RECORD EXTRACTS: Begin

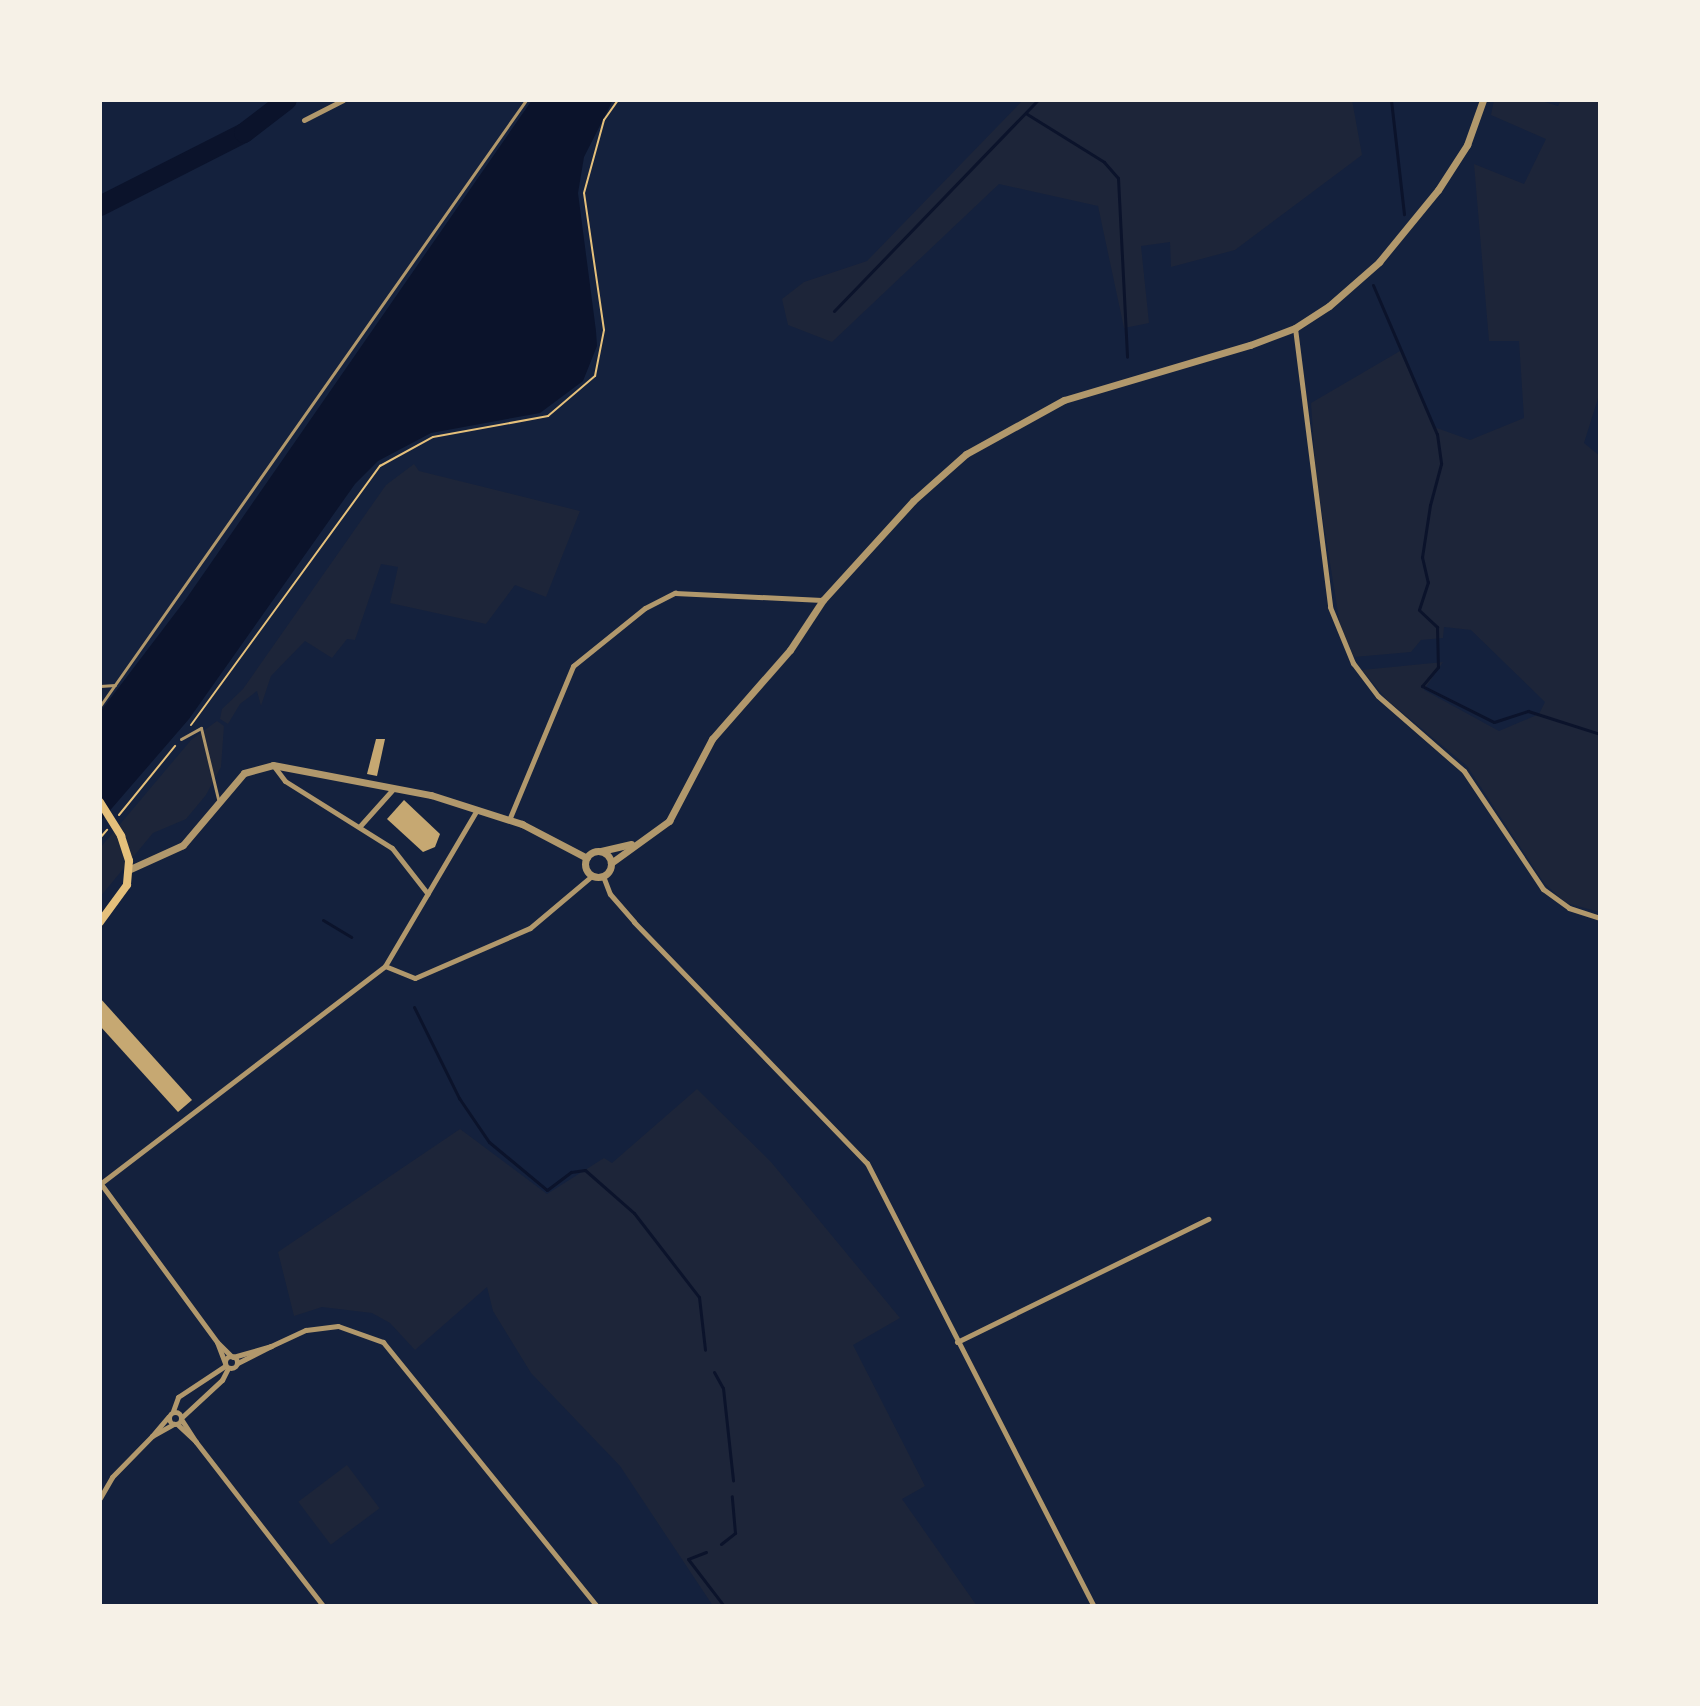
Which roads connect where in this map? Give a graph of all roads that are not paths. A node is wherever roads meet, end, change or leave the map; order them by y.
1 (343, 100) edge
2 (526, 100) edge
3 (1483, 100) edge
4 (304, 120) dead end
5 (1295, 328) junction
6 (823, 600) junction
7 (115, 685) junction
8 (100, 686) edge
9 (100, 706) edge
10 (181, 739) road end
11 (273, 765) junction
12 (394, 788) junction
13 (100, 802) edge
14 (220, 803) junction
15 (478, 809) junction
16 (509, 820) junction
17 (360, 826) junction
18 (631, 844) junction
19 (601, 851) junction
20 (587, 858) junction
21 (611, 863) junction
22 (128, 870) junction
23 (593, 875) junction
24 (603, 876) junction
25 (428, 894) junction
26 (1600, 918) edge
27 (100, 922) edge
28 (385, 966) junction
29 (100, 1184) edge
30 (1208, 1219) dead end
31 (217, 1342) junction
32 (957, 1342) junction
33 (271, 1346) junction
34 (232, 1356) junction
35 (237, 1363) junction
36 (226, 1365) junction
37 (171, 1414) junction
38 (178, 1421) junction
39 (152, 1436) junction
40 (100, 1498) edge
41 (323, 1606) edge
42 (597, 1606) edge
43 (1094, 1606) edge

1 - 4 street
2 - 7 lane
3 - 5 street
5 - 6 street
5 - 26 street
6 - 16 street
6 - 18 street
7 - 8 lane
7 - 9 lane
10 - 14 lane
11 - 12 street
11 - 14 street
11 - 17 street
12 - 15 street
12 - 17 street
13 - 22 main road
14 - 22 street
15 - 16 street
15 - 25 street
16 - 20 street
17 - 25 street
18 - 19 street
18 - 21 street
19 - 20 street
19 - 21 street
20 - 23 street
21 - 24 street
22 - 27 main road
23 - 24 street
23 - 28 street
24 - 32 street
25 - 28 street
28 - 29 street
29 - 31 street
30 - 32 street
31 - 34 street
31 - 36 street
32 - 43 street
33 - 34 street
33 - 35 street
33 - 42 street
34 - 35 street
34 - 36 street
35 - 36 street
36 - 37 street
36 - 38 street
37 - 38 street
37 - 38 street
37 - 39 street
38 - 39 street
38 - 41 street
39 - 40 street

RECORD EXTRACTS: End

**AIM OF THE EXERCISE**
The images are to be left out while the entries are written out exactly.

**EXPECTED OUTPUT**
Which roads connect where in this map? Give a graph of all roads that are not paths. A node is wherever roads meet, end, change or leave the map; order them by y.
1 (343, 100) edge
2 (526, 100) edge
3 (1483, 100) edge
4 (304, 120) dead end
5 (1295, 328) junction
6 (823, 600) junction
7 (115, 685) junction
8 (100, 686) edge
9 (100, 706) edge
10 (181, 739) road end
11 (273, 765) junction
12 (394, 788) junction
13 (100, 802) edge
14 (220, 803) junction
15 (478, 809) junction
16 (509, 820) junction
17 (360, 826) junction
18 (631, 844) junction
19 (601, 851) junction
20 (587, 858) junction
21 (611, 863) junction
22 (128, 870) junction
23 (593, 875) junction
24 (603, 876) junction
25 (428, 894) junction
26 (1600, 918) edge
27 (100, 922) edge
28 (385, 966) junction
29 (100, 1184) edge
30 (1208, 1219) dead end
31 (217, 1342) junction
32 (957, 1342) junction
33 (271, 1346) junction
34 (232, 1356) junction
35 (237, 1363) junction
36 (226, 1365) junction
37 (171, 1414) junction
38 (178, 1421) junction
39 (152, 1436) junction
40 (100, 1498) edge
41 (323, 1606) edge
42 (597, 1606) edge
43 (1094, 1606) edge

1 - 4 street
2 - 7 lane
3 - 5 street
5 - 6 street
5 - 26 street
6 - 16 street
6 - 18 street
7 - 8 lane
7 - 9 lane
10 - 14 lane
11 - 12 street
11 - 14 street
11 - 17 street
12 - 15 street
12 - 17 street
13 - 22 main road
14 - 22 street
15 - 16 street
15 - 25 street
16 - 20 street
17 - 25 street
18 - 19 street
18 - 21 street
19 - 20 street
19 - 21 street
20 - 23 street
21 - 24 street
22 - 27 main road
23 - 24 street
23 - 28 street
24 - 32 street
25 - 28 street
28 - 29 street
29 - 31 street
30 - 32 street
31 - 34 street
31 - 36 street
32 - 43 street
33 - 34 street
33 - 35 street
33 - 42 street
34 - 35 street
34 - 36 street
35 - 36 street
36 - 37 street
36 - 38 street
37 - 38 street
37 - 38 street
37 - 39 street
38 - 39 street
38 - 41 street
39 - 40 street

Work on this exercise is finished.